In most traditions, as at one time among the ancient Romans too, the year began with the onset of spring. It was March, the month of sowing, which was the first of the months, making  – as their names still remind us –  the months from September  to December  seventh (septem: seven) to the tenth (decem: ten) months. Though this is the time of the year when the earth is at its perihelion (closest to the sun in its elliptical orbit), 1 January has no observed astronomical significance such as a solstice.

The little Temple for Janus that Claudius Duilus is said to have erected in 260 BCE in the Forum Olitorium is buried in antiquity, alive only in the obscure pages of history, but his name is here to stay on the calendars of many peoples.

Who can tell what is in store for humanity for the year 2002? As always, possibilities are immense and unpredictable, for good and for bad: The discovery of a new and limitless non-polluting energy source could bring about a golden age of prosperity for all of humanity. The rise to power of a mindless maniac with nuclear capabilities could unleash irrevocable devastation.  Education and science could free more humans from ignorance and superstition, but scarce resources could deepen the chasm between the haves and the have-nots. Religious and racial bigotry could fire simmering suspicions into horrendous conflagrations, or perhaps the emergence of an enlightened religious outlook could foster understanding and harmony among differing faiths and convictions. Or again, the long and checkered course of human history could be snuffed into a mere glitch in the planet’s saga by the rude intrusion of a stray asteroid lured by earth’s gravity.

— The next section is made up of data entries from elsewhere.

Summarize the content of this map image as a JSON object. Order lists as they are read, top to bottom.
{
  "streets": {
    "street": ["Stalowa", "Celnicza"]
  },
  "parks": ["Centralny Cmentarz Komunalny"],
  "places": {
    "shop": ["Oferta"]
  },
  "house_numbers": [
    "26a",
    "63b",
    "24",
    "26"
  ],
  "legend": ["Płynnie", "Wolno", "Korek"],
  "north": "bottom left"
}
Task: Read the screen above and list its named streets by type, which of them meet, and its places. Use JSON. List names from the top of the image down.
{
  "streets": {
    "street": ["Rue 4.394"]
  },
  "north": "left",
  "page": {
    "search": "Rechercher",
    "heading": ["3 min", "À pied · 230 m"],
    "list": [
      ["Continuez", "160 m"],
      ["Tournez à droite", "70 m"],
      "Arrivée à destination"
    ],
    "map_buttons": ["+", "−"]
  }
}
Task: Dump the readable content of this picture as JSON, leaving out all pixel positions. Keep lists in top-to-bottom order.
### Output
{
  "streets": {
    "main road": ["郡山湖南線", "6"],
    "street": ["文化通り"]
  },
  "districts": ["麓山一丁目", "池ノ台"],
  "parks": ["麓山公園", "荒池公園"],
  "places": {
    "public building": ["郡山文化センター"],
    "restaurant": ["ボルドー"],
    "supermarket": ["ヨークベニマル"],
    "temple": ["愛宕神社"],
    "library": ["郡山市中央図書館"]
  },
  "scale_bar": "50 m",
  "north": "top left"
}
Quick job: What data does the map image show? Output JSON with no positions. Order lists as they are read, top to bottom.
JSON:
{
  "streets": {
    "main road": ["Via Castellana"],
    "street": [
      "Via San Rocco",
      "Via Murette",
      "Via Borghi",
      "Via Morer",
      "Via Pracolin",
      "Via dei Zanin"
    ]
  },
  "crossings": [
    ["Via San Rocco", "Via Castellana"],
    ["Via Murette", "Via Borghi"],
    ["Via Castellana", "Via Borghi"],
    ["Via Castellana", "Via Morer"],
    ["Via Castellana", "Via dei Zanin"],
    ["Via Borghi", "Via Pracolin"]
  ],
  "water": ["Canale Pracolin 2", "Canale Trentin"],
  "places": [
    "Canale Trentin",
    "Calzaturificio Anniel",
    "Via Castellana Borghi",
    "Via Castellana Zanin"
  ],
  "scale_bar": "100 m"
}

Rarely has a year ended on such a dismal note as the last one (2022), and rarely has one begun with so much fear and such little promise of betterment. But we must not give up. The flame of hope must be kept alive, whether with prayer or with silent wishes, but above all with every individual effort we can muster to snub inclinations to feel bitter or belligerent, to extend hands and hearts of friendship to those who come our way, and  to right the wrongs the best we can.

Published by:

Unknown's avatar

Varadaraja V. Raman

Physicist, philosopher, explorer of ideas, bridge-builder, devotee of Modern Science and Enlightenment, respecter of whatever is good and noble in religious traditions as well as in secular humanism,versifier and humorist, public speaker, dreamer of inter-cultural,international,inter-religious peace.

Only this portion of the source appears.